### TASK INPUT
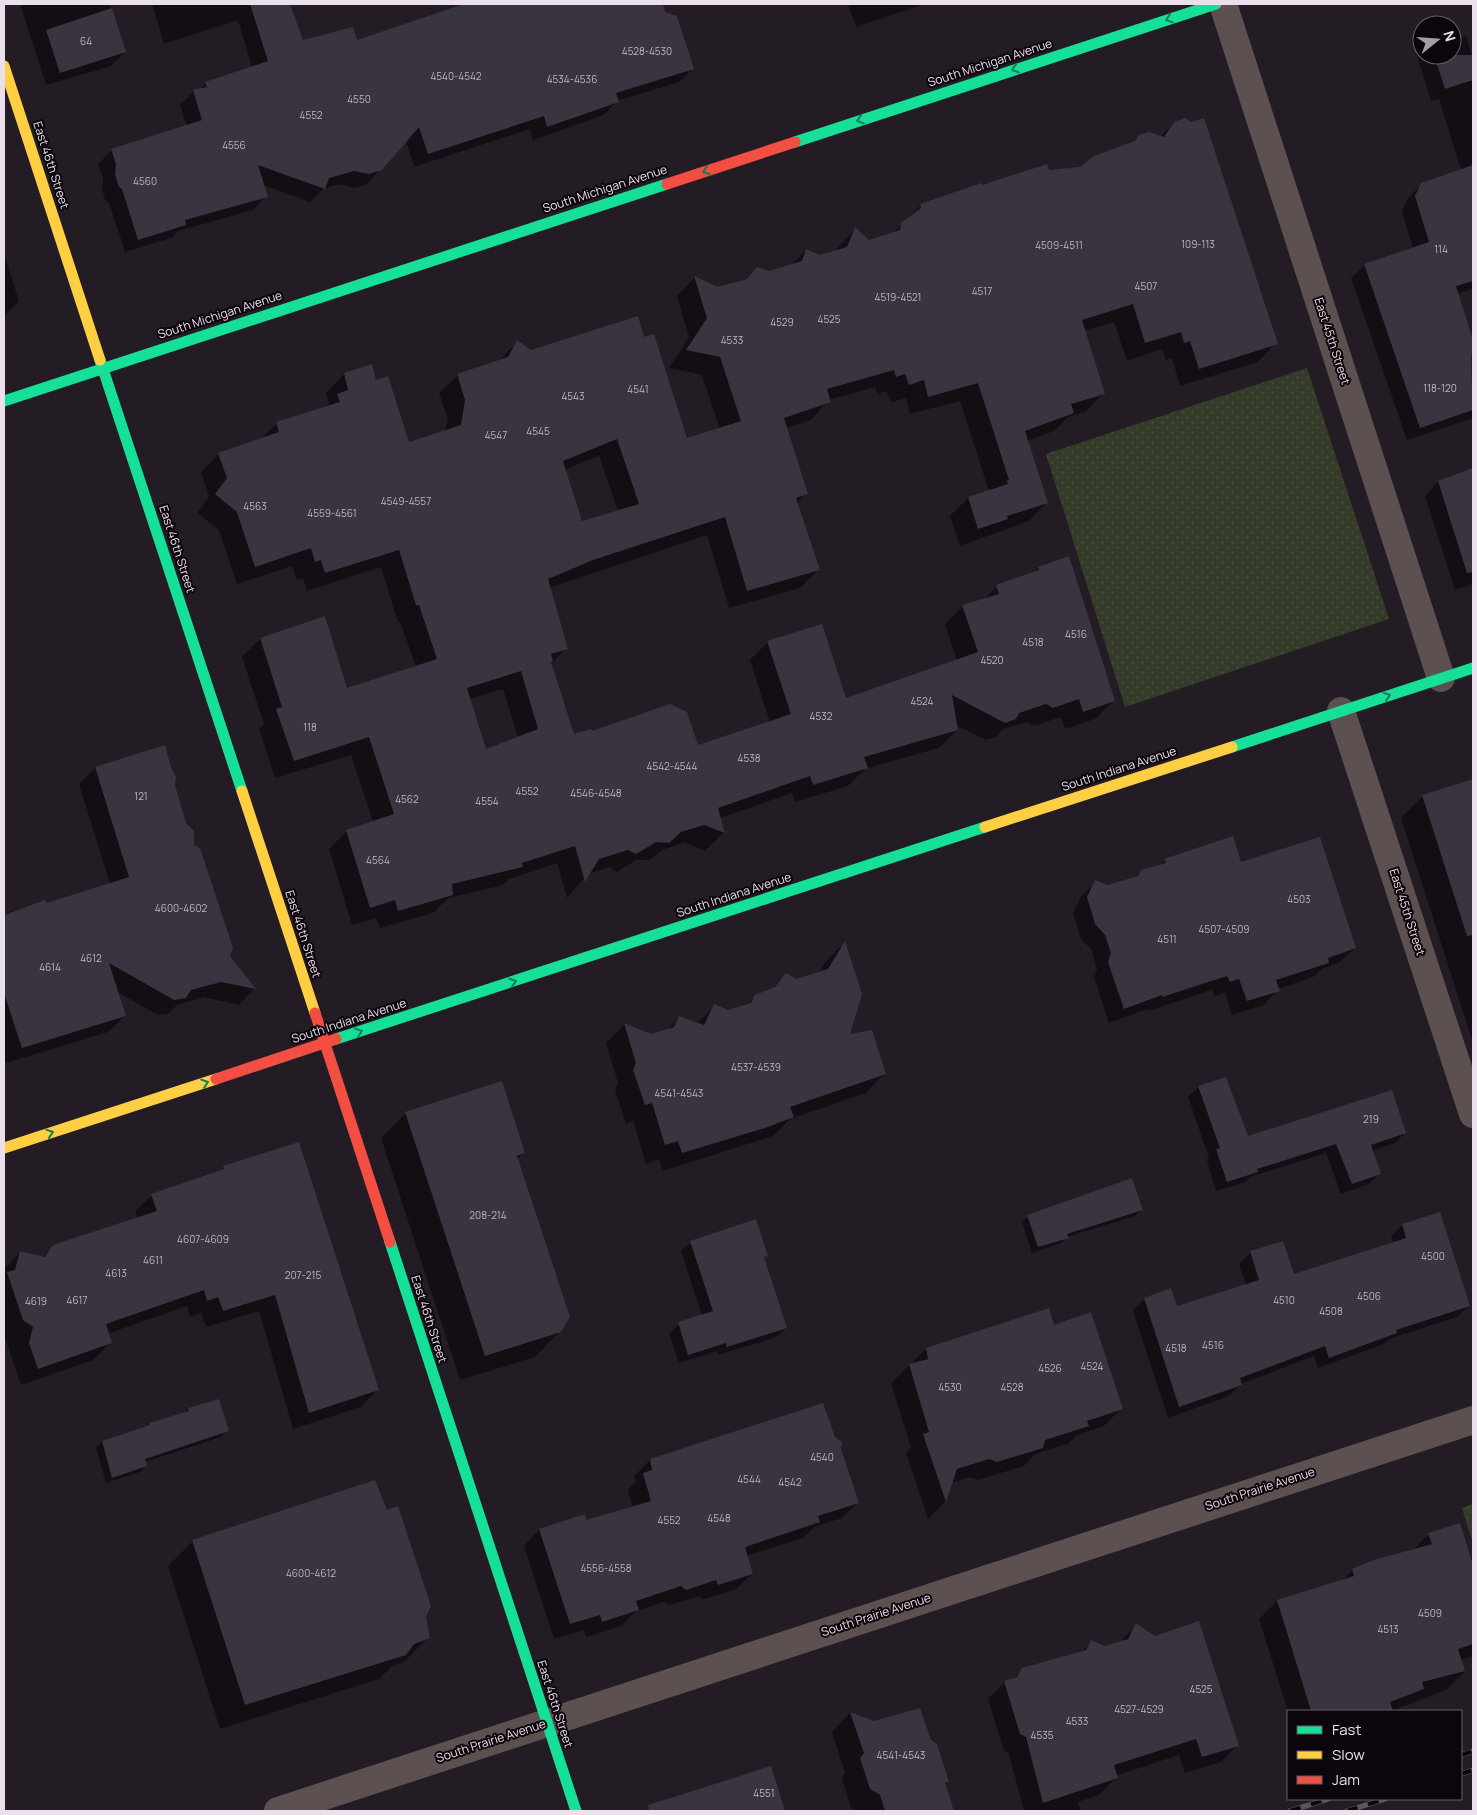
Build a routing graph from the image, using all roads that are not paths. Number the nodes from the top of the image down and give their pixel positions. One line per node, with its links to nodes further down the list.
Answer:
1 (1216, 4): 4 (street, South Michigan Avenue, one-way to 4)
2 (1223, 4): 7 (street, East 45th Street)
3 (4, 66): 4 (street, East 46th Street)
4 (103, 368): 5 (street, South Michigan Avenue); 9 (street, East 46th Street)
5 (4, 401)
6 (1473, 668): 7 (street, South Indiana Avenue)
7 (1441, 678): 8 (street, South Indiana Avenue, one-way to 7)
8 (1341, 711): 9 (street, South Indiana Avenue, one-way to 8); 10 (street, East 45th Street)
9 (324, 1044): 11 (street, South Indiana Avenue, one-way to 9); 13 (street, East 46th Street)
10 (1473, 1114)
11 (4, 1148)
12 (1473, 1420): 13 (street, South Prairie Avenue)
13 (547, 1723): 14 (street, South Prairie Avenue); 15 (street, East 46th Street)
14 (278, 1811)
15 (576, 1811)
######
### TASK INPUT
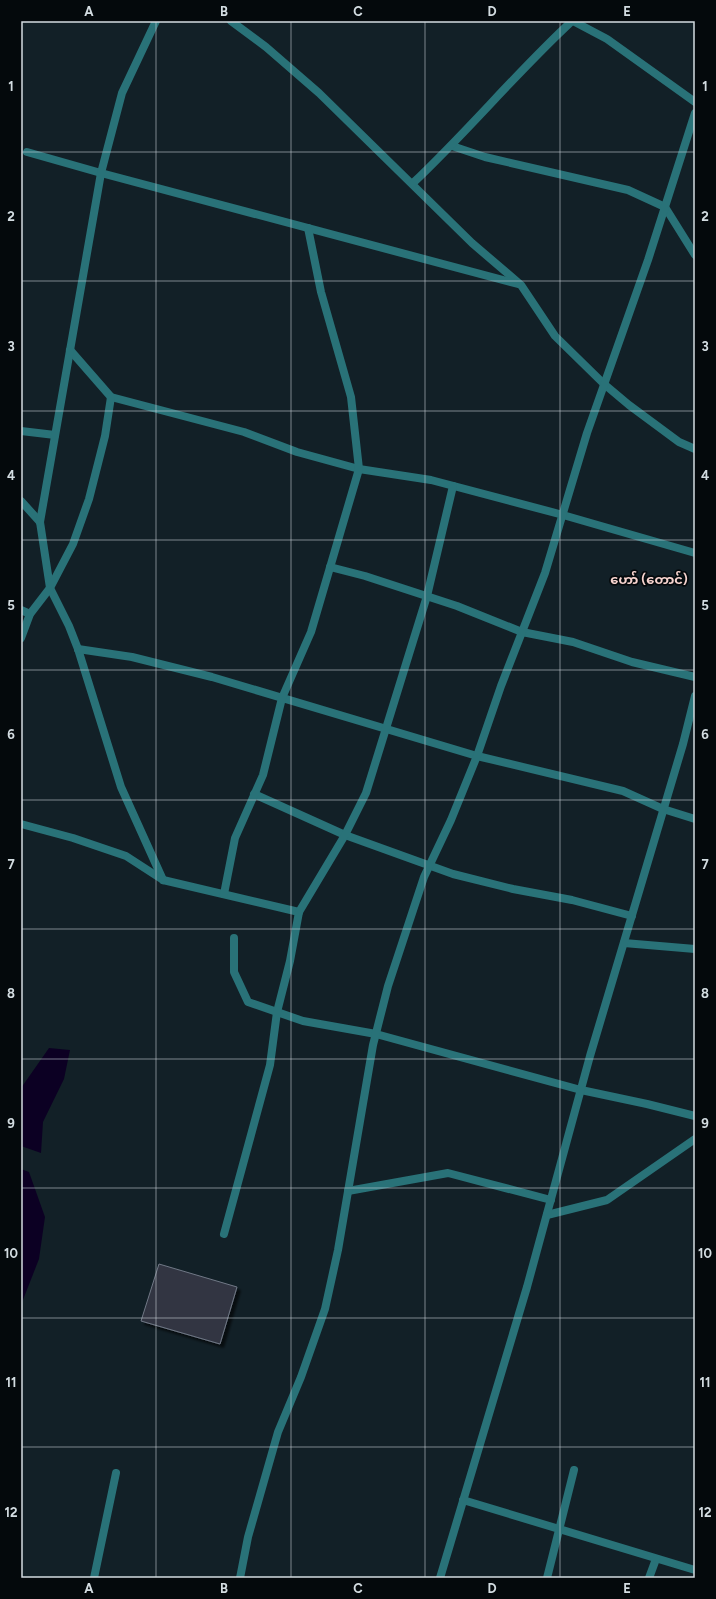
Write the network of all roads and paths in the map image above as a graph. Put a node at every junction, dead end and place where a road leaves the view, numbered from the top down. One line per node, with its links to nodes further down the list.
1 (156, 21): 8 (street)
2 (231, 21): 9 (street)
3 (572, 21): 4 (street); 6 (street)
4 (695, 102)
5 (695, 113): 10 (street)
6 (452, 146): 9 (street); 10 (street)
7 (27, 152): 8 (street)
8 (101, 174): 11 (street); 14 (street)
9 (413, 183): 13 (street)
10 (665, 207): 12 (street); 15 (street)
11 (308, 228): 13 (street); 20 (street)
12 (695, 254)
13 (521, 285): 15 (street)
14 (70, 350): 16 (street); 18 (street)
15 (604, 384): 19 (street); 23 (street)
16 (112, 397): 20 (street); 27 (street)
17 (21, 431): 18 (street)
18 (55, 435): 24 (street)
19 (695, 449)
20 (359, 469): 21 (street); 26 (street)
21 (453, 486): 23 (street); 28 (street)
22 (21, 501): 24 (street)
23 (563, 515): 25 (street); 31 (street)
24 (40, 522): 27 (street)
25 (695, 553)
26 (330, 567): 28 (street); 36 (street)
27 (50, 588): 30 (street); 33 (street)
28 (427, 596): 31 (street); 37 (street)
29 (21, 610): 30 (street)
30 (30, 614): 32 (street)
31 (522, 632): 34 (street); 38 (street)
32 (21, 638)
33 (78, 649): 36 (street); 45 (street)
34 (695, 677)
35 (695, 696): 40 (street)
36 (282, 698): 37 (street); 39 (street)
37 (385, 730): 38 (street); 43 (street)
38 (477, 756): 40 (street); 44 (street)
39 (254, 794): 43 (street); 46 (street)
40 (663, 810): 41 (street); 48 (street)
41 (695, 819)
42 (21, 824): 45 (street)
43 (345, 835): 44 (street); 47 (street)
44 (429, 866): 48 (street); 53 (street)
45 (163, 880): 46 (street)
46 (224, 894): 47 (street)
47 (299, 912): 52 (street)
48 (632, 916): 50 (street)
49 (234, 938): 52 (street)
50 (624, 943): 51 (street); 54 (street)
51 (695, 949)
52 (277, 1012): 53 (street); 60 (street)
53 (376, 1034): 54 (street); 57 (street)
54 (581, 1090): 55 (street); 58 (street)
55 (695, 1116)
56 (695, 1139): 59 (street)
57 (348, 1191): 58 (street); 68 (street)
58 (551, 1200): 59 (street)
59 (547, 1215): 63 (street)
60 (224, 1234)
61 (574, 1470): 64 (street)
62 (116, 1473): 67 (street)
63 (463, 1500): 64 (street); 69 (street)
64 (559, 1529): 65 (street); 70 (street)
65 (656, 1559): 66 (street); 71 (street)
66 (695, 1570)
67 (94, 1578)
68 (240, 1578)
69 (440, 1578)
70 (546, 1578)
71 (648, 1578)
######
### TASK INPUT
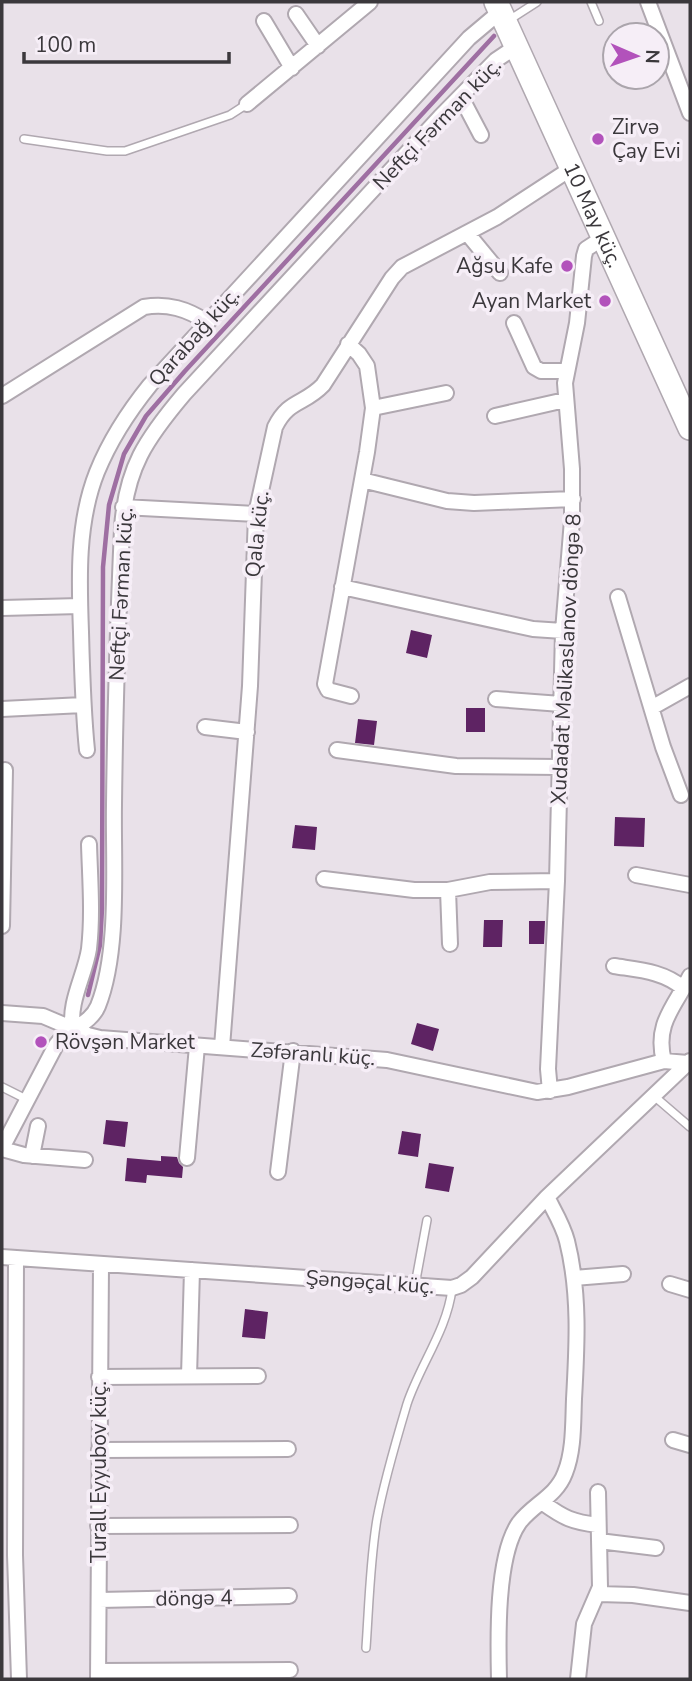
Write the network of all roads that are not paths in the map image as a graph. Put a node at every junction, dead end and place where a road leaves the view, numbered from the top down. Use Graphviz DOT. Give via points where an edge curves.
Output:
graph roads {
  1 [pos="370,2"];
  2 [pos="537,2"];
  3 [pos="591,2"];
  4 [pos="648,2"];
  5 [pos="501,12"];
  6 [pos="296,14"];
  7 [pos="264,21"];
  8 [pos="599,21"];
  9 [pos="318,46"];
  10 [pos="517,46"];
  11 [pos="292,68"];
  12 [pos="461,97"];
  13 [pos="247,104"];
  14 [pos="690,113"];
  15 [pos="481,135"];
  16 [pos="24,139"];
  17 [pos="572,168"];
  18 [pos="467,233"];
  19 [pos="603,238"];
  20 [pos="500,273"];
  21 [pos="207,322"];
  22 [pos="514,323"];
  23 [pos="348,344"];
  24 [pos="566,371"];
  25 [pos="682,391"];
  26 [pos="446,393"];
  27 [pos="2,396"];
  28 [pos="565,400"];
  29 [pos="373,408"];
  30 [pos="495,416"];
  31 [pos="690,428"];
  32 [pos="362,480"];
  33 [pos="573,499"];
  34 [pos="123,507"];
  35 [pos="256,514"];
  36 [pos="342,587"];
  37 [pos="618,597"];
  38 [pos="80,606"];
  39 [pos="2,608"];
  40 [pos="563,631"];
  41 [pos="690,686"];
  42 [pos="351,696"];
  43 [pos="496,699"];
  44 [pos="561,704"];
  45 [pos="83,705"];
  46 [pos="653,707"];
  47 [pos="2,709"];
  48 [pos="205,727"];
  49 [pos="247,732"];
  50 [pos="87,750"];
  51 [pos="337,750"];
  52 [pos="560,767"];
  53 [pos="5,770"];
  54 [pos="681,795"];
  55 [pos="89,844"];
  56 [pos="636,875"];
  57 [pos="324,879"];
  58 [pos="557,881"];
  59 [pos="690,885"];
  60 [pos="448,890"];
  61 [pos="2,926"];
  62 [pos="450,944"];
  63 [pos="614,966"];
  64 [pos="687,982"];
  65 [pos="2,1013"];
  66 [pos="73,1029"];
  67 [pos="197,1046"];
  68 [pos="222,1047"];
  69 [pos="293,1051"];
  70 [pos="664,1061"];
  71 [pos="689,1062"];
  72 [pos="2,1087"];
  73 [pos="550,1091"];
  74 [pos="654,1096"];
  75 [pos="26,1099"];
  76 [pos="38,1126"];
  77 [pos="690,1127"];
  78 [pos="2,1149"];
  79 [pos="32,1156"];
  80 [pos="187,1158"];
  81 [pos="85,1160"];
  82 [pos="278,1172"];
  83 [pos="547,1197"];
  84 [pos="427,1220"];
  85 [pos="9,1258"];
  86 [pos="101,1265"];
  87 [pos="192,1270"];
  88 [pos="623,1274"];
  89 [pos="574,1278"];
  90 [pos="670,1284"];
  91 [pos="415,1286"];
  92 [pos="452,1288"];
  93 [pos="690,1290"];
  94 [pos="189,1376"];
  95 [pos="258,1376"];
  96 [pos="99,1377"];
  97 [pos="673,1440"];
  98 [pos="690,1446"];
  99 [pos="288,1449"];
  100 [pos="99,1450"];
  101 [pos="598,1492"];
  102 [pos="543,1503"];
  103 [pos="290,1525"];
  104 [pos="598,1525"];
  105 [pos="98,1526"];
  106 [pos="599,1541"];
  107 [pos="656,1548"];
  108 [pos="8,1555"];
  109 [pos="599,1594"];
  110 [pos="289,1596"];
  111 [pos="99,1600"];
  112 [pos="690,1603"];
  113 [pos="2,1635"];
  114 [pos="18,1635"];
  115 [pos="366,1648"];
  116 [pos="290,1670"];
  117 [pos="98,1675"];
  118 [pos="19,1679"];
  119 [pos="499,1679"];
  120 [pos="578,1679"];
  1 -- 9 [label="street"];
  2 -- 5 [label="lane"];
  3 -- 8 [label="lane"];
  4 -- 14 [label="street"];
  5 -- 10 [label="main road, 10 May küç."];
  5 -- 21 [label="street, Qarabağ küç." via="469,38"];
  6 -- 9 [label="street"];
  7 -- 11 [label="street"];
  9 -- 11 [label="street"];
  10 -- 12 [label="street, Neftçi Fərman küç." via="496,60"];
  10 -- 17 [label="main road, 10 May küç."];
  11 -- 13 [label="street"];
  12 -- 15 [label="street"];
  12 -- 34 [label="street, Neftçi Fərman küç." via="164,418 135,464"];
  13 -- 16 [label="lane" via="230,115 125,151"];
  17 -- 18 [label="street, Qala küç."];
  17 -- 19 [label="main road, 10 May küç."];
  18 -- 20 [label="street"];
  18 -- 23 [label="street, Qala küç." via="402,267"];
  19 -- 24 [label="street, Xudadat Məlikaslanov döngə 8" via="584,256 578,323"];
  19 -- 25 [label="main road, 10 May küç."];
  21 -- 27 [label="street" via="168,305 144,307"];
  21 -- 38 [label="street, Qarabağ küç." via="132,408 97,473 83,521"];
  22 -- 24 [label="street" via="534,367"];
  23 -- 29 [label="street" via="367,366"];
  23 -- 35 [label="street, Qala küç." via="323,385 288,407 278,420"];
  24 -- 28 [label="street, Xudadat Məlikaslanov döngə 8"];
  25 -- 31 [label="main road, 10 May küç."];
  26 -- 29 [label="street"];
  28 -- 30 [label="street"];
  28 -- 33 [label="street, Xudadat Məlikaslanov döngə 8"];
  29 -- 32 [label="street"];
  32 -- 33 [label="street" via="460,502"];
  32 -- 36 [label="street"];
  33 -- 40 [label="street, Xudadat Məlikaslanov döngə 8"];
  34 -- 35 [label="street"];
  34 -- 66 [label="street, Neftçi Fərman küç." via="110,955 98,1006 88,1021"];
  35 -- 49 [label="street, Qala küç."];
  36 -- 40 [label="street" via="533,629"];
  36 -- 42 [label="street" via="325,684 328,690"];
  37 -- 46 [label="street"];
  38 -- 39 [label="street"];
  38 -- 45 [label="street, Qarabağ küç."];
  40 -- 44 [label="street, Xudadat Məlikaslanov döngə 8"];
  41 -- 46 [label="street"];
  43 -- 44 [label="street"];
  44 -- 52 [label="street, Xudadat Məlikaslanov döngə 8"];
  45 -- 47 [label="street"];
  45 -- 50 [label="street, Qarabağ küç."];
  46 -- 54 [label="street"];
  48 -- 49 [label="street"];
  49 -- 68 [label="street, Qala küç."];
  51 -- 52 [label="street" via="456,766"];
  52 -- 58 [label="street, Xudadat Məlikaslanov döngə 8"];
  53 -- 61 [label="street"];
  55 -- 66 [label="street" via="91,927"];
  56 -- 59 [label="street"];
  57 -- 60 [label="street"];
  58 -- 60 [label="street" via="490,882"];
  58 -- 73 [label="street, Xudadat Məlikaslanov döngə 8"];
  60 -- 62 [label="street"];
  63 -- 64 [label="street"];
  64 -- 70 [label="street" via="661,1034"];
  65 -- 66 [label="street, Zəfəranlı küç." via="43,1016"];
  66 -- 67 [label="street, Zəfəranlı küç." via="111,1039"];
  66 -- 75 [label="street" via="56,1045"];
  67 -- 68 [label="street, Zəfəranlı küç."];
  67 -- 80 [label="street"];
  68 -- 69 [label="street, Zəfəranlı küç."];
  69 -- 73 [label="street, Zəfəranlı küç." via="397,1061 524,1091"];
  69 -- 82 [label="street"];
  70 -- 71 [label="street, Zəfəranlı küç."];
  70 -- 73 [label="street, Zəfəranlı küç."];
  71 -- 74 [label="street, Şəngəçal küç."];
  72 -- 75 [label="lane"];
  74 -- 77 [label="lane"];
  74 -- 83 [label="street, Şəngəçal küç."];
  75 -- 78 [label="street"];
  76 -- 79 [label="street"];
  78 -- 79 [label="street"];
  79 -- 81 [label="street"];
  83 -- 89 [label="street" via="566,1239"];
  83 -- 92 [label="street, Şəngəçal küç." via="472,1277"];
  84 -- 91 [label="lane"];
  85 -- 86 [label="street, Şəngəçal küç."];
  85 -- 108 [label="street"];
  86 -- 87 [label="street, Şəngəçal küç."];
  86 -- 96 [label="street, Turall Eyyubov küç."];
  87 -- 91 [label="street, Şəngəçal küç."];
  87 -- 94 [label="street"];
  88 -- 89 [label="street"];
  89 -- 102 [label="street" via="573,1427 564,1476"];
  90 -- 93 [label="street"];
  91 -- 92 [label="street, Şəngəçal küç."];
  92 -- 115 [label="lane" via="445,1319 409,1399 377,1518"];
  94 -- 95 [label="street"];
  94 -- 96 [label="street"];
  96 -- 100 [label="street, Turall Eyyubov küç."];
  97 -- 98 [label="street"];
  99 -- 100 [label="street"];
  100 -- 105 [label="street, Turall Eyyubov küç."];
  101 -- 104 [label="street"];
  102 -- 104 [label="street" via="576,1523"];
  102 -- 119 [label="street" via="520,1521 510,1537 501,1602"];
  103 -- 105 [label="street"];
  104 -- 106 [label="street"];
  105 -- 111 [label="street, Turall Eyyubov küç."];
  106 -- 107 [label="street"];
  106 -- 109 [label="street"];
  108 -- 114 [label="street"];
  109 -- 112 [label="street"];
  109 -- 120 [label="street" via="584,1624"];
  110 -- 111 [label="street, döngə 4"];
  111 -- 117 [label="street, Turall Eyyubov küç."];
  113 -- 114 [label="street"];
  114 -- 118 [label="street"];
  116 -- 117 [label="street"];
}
######
TASK GOAL: Using the listing above, list every line in which the string "that" occurs.

FINISHED TASK:
Build a routing graph from the image, using all roads that are not paths. Number the nodes from the top of the image down and give their pixel positions. One line per node, with its links to nodes further down the list.
Write the network of all roads that are not paths in the map image as a graph. Put a node at every junction, dead end and place where a road leaves the view, numbered from the top down. Use Graphviz DOT. Give via points where an edge curves.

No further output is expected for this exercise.